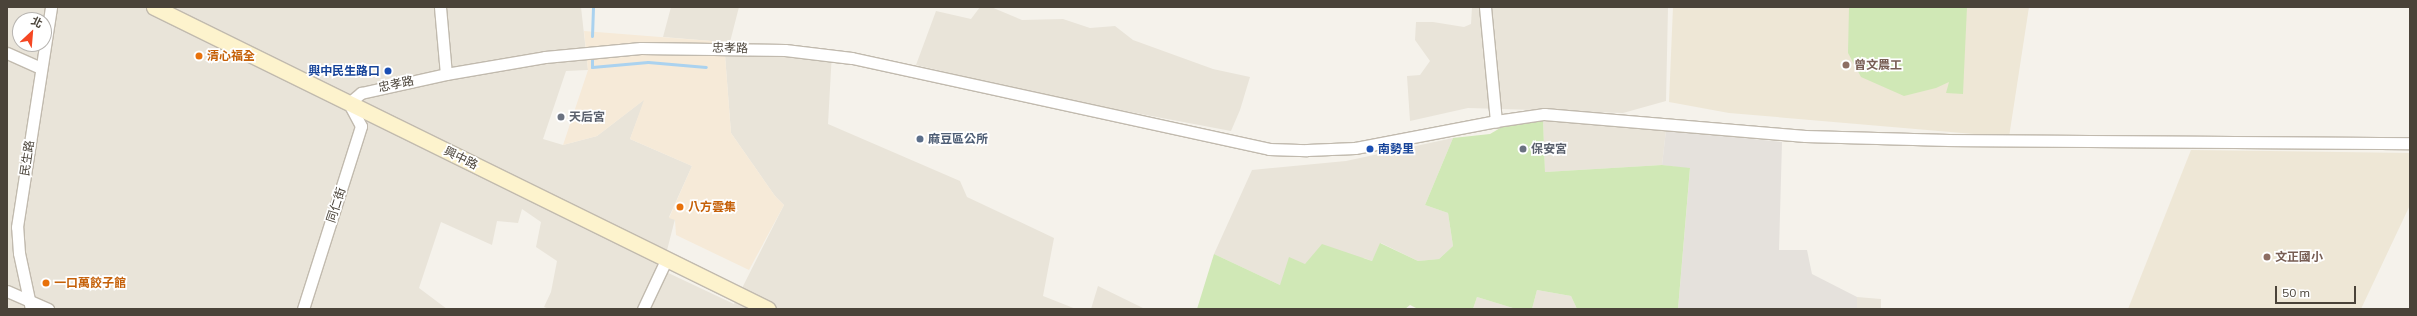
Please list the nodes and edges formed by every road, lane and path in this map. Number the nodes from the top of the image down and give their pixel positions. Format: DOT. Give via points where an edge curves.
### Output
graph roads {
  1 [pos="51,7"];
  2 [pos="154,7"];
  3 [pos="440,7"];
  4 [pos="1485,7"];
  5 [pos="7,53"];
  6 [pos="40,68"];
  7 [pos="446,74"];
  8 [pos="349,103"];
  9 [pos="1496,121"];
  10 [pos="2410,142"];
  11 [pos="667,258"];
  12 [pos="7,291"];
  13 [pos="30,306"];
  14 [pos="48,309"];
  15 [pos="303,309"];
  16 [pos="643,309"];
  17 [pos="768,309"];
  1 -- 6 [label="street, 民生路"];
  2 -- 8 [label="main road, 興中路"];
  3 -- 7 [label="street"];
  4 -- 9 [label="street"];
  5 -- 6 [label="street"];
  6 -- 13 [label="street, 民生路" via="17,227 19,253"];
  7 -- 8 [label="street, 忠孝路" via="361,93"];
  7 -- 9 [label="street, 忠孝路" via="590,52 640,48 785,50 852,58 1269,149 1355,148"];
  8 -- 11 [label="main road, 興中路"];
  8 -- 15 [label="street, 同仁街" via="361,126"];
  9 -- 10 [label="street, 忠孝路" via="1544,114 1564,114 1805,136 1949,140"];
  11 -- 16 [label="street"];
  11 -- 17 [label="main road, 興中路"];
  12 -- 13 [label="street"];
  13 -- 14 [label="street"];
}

**YOUR OBJECTIVE**
Copy the material above exactly and drop the pictures.

**REPLY TO THE TASK**
Please list the nodes and edges formed by every road, lane and path in this map. Number the nodes from the top of the image down and give their pixel positions. Format: DOT. Give via points where an edge curves.
### Output
graph roads {
  1 [pos="51,7"];
  2 [pos="154,7"];
  3 [pos="440,7"];
  4 [pos="1485,7"];
  5 [pos="7,53"];
  6 [pos="40,68"];
  7 [pos="446,74"];
  8 [pos="349,103"];
  9 [pos="1496,121"];
  10 [pos="2410,142"];
  11 [pos="667,258"];
  12 [pos="7,291"];
  13 [pos="30,306"];
  14 [pos="48,309"];
  15 [pos="303,309"];
  16 [pos="643,309"];
  17 [pos="768,309"];
  1 -- 6 [label="street, 民生路"];
  2 -- 8 [label="main road, 興中路"];
  3 -- 7 [label="street"];
  4 -- 9 [label="street"];
  5 -- 6 [label="street"];
  6 -- 13 [label="street, 民生路" via="17,227 19,253"];
  7 -- 8 [label="street, 忠孝路" via="361,93"];
  7 -- 9 [label="street, 忠孝路" via="590,52 640,48 785,50 852,58 1269,149 1355,148"];
  8 -- 11 [label="main road, 興中路"];
  8 -- 15 [label="street, 同仁街" via="361,126"];
  9 -- 10 [label="street, 忠孝路" via="1544,114 1564,114 1805,136 1949,140"];
  11 -- 16 [label="street"];
  11 -- 17 [label="main road, 興中路"];
  12 -- 13 [label="street"];
  13 -- 14 [label="street"];
}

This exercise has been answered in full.